We then recited Psalm 136 (“his steadfast love endures forever”) before moving to the concourse to thank Forney Construction for their labors and hand the ribbon-cutting duties to our heroic Building Committee. Looking out from that 20-foot balcony across 600+ people watching a ribbon split in two before their eyes was a bit like watching God make a way for his people through the mighty waters.
We then broke out the food and restarted our joyful conversations as we marveled together at what God has done. The emotional theme of the day was captured by the comments that came up most throughout the morning: “I’m so glad we’re back.” “It’s so good to be home.” “It just feels natural.”
Days like these convince me afresh that one of the greatest apologetics for the Christian faith is belonging. We’re made to belong, to be at home, to experience polyphonic harmony in our families, our friendships, our work, between our bodies and souls, between our convictions and our actions. A worldview that can explain this longing (and satisfy it) will have explanatory power, and those that can’t simply won’t meet the rhythms of the human heart.
The Bible tells the true story of the world, but it’s a brutal story marred by fractures and division. These fractures run into the deepest recesses of the human soul, and plunge into the heart of the planet itself. Separation becomes the deathly norm. Adam and Eve are divided from God, from each other, even from the land. Cain murders his own brother. Humankind splinters into confused and divided people groups at the Tower of Babel. Even Abraham’s calling, salvific in intent, separates his descendants from the surrounding nations. Then Israel, over time, fractures into northern and southern kingdoms, and eventually scatters among the nations herself.
When you separate yourself from God, everything falls apart, immediately or eventually. And we all suffer the myriad effects of our collective sinfulness. Things are always falling apart. You deal with the disintegration in your way and I deal with it in mine, but we’re all just applying our favorite-colored duct tape in our fatigued efforts to hold things together.
But in the incarnation of Christ, God starts bringing things back together in a way that reaches to the depths of our disintegration and division. In Bethlehem, the king of heaven touches down on earth again. In his ministry, he lowers the proud and raises the humble, calling all men no matter their station to the foot of his throne and the foot of his cross.
And it’s there, at the cross, that God deals a final death blow to sin and death. It’s there, at that cross, that the veil of the temple is torn from top to bottom, reopening the way to God. It’s there, in that cross, that the reconciliation God offers to humanity is accomplished and put on full display.
Through the preaching of the gospel, all who turn to Christ in faith are made new, and the gift of God’s Spirit is made available to both Jew and Gentile, male and female, young and old, slave and free.
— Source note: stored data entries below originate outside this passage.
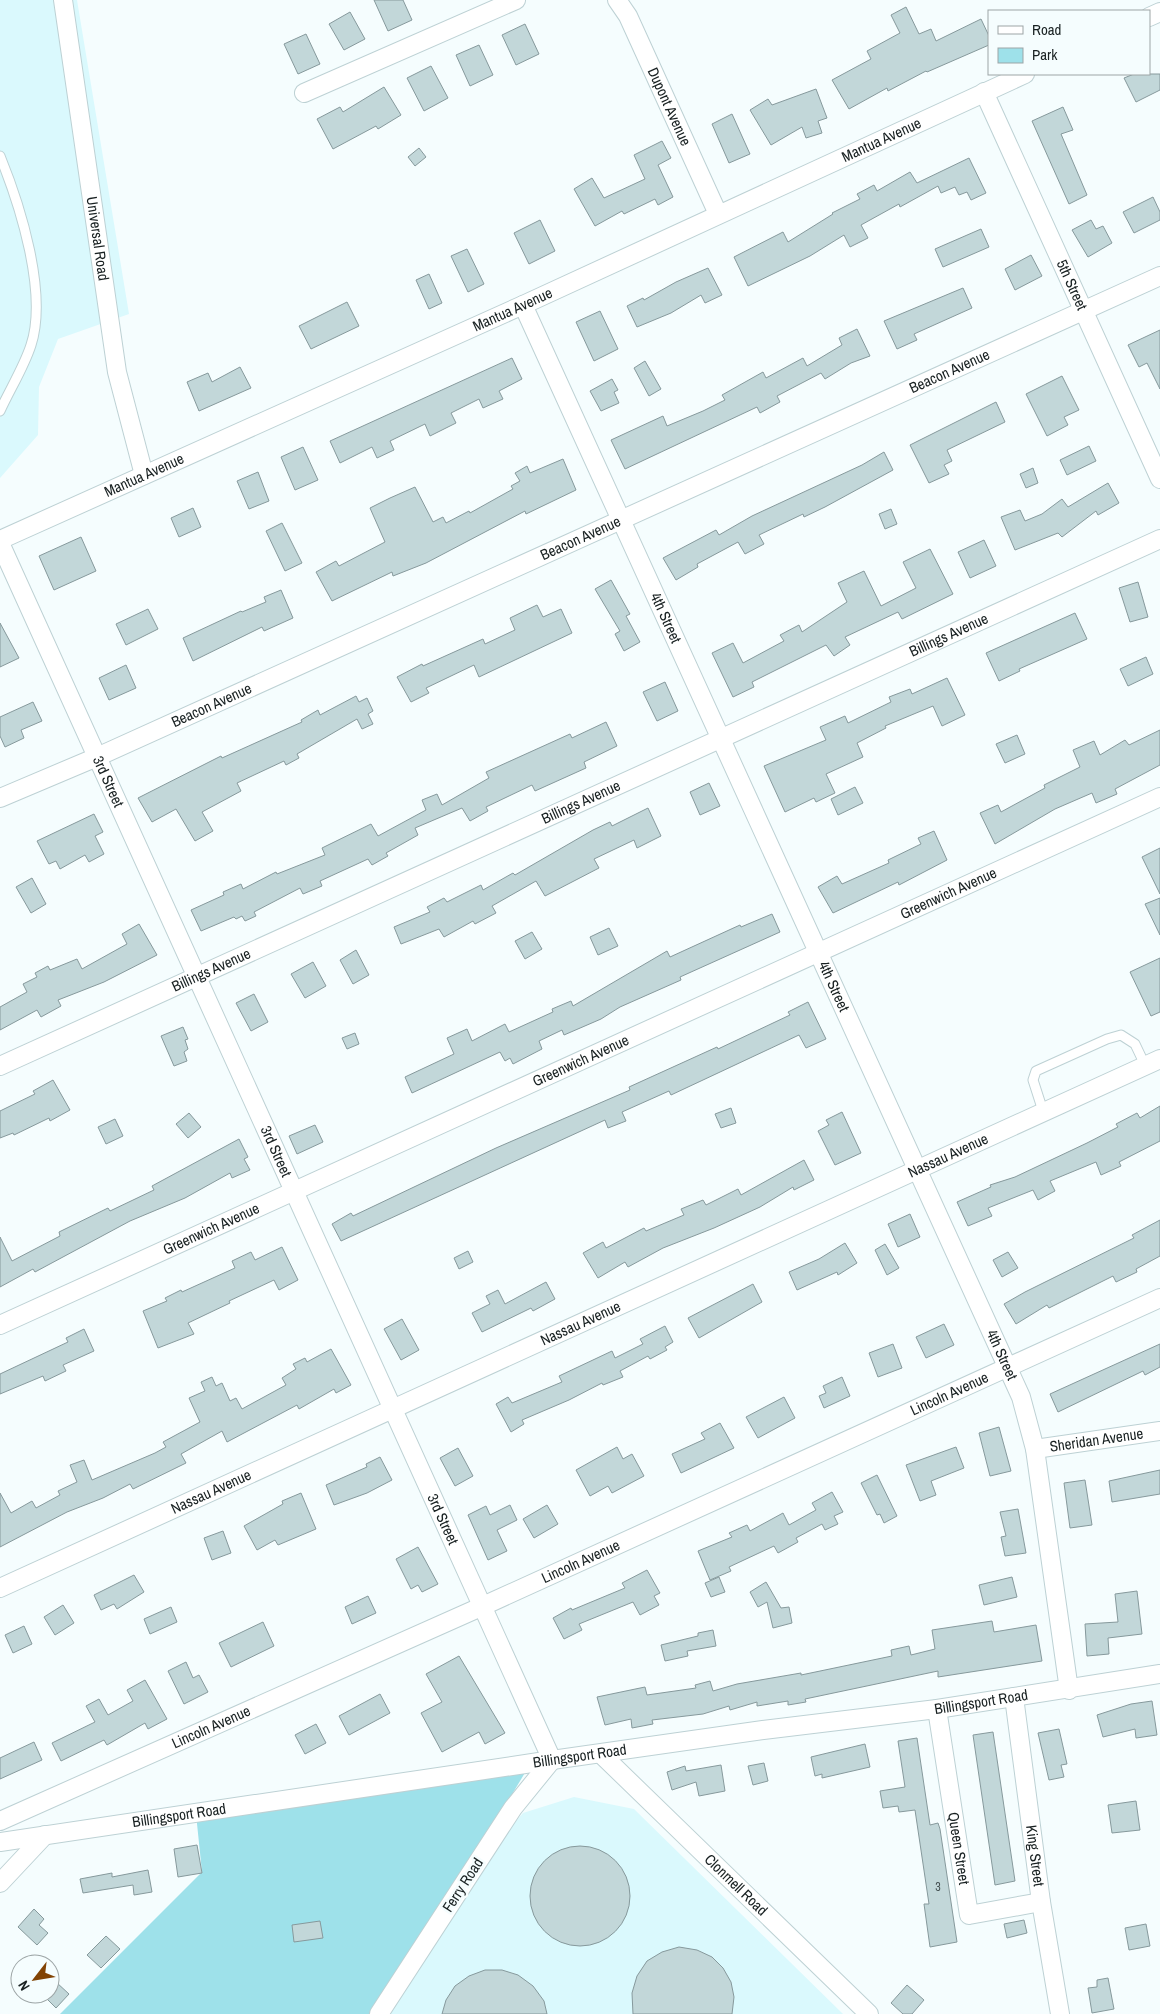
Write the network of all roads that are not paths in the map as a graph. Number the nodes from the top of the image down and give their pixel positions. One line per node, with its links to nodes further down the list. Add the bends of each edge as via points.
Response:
1 (63, 0): 13 (street, Universal Road, via 117,372)
2 (516, 0): 6 (street)
3 (617, 0): 8 (street, Dupont Avenue, via 628,16)
4 (1023, 75): 5 (street, Mantua Avenue)
5 (984, 92): 8 (street, Mantua Avenue); 11 (street, 5th Street)
6 (304, 93)
7 (0, 156): 12 (lane, via 12,185 28,243 37,302 32,344)
8 (718, 214): 10 (street, Mantua Avenue)
9 (1160, 276): 11 (street, Beacon Avenue)
10 (523, 305): 13 (street, Mantua Avenue); 15 (street, 4th Street)
11 (1082, 312): 14 (street, 5th Street); 15 (street, Beacon Avenue)
12 (0, 411)
13 (144, 474): 17 (street, Mantua Avenue)
14 (1160, 479)
15 (621, 520): 18 (street, 4th Street); 19 (street, Beacon Avenue)
16 (1160, 539): 18 (street, Billings Avenue)
17 (0, 541): 19 (street, 3rd Street)
18 (721, 738): 22 (street, 4th Street); 23 (street, Billings Avenue)
19 (98, 757): 21 (street, Beacon Avenue); 23 (street, 3rd Street)
20 (1160, 797): 22 (street, Greenwich Avenue)
21 (0, 798)
22 (819, 952): 27 (street, 4th Street); 28 (street, Greenwich Avenue)
23 (197, 977): 25 (street, Billings Avenue); 28 (street, 3rd Street)
24 (1153, 1062): 26 (street, Nassau Avenue); 26 (lane, via 1121,1035 1107,1039 1036,1071 1033,1080)
25 (0, 1066)
26 (1043, 1111): 27 (street, Nassau Avenue)
27 (918, 1168): 31 (street, 4th Street); 32 (street, Nassau Avenue)
28 (294, 1191): 30 (street, Greenwich Avenue); 32 (street, 3rd Street)
29 (1160, 1298): 31 (street, Lincoln Avenue)
30 (0, 1324)
31 (1009, 1367): 34 (street, 4th Street); 36 (street, Lincoln Avenue)
32 (393, 1408): 35 (street, Nassau Avenue); 36 (street, 3rd Street)
33 (1160, 1431): 34 (street, Sheridan Avenue)
34 (1035, 1449): 38 (street, 4th Street)
35 (0, 1588)
36 (483, 1606): 42 (street, 3rd Street); 43 (street, Lincoln Avenue)
37 (1160, 1674): 38 (street, Billingsport Road)
38 (1070, 1690): 39 (street, Billingsport Road)
39 (1014, 1698): 40 (street, Billingsport Road); 47 (street, King Street)
40 (937, 1709): 41 (street, Billingsport Road); 47 (street, Queen Street, via 969,1915)
41 (601, 1754): 42 (street, Billingsport Road); 49 (street, Clonmell Road)
42 (552, 1760): 44 (street, Billingsport Road); 48 (street, Ferry Road, via 513,1808)
43 (0, 1821)
44 (45, 1836): 45 (street, Billingsport Road); 46 (street)
45 (0, 1842)
46 (0, 1883)
47 (1041, 1902): 50 (street, King Street)
48 (379, 2014)
49 (869, 2014)
50 (1060, 2014)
In Christ all who trust him are brought back together in a remarkable unity, and through Christ, at the end of time, all the things that belonged together in God’s design will be put back together once again.
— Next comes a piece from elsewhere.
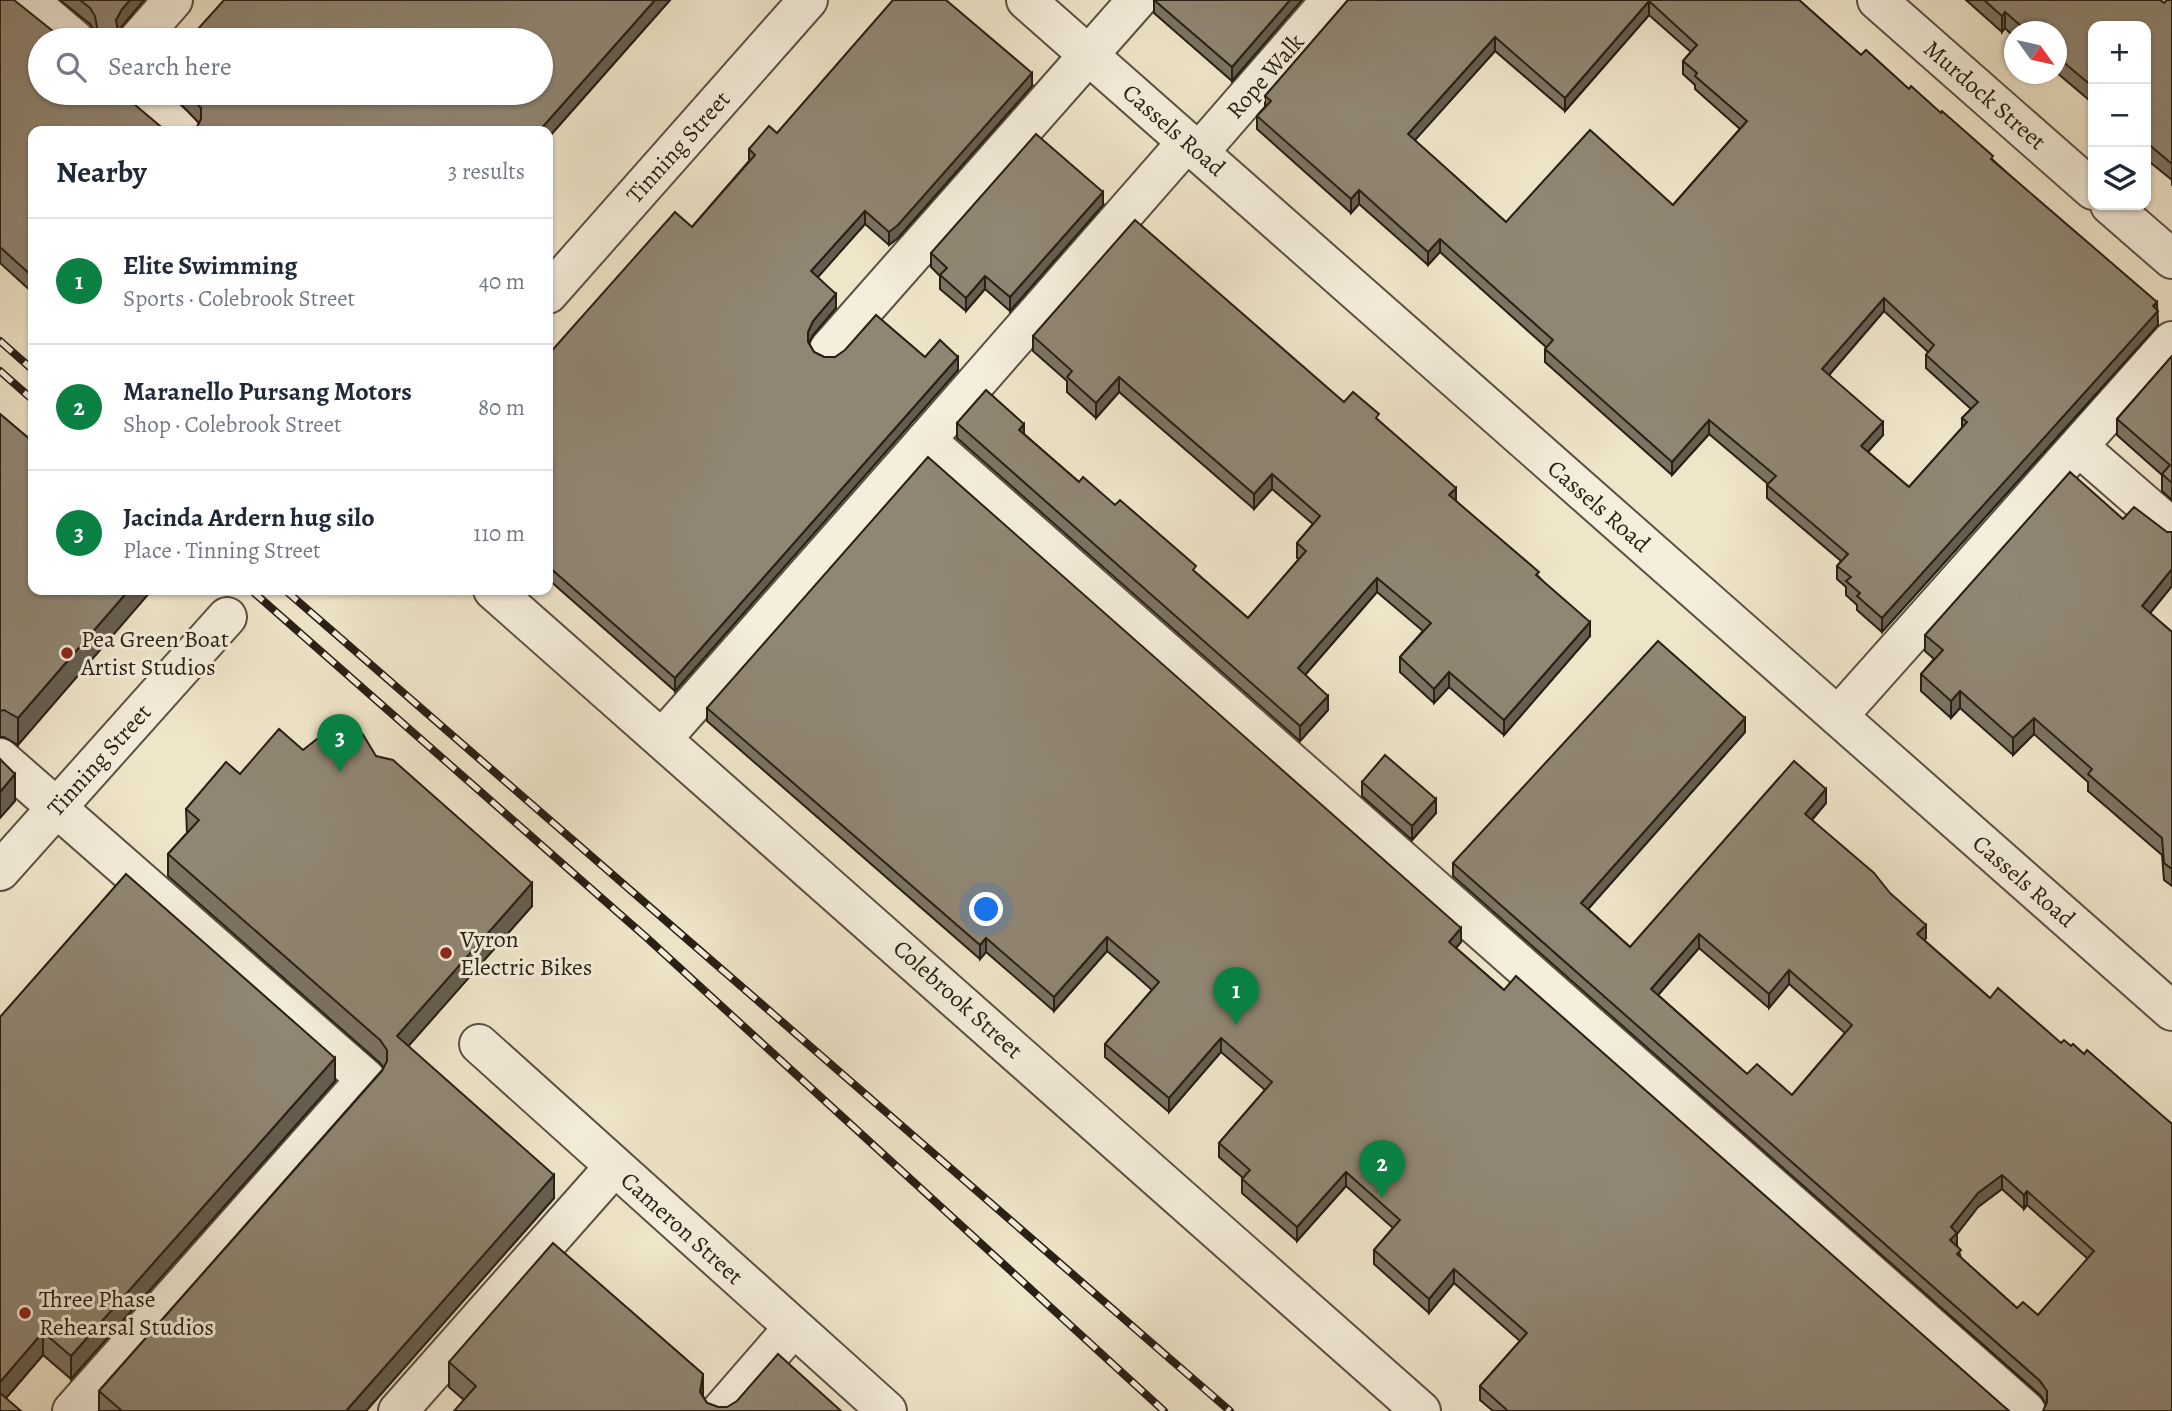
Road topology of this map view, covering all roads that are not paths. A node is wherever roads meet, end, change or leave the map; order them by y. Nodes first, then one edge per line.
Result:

So this past Sunday was not just special because we moved back into a restored building, or because we’re relaunching our church with all the hopes of a freshly restored people. It was special because in the restoration of our physical home and in the happy reunion that ensued, we were celebrating a small foretaste of God’s plan for the ages:
a plan for the fullness of time,
to unite all things in him,
things in heaven and things on earth.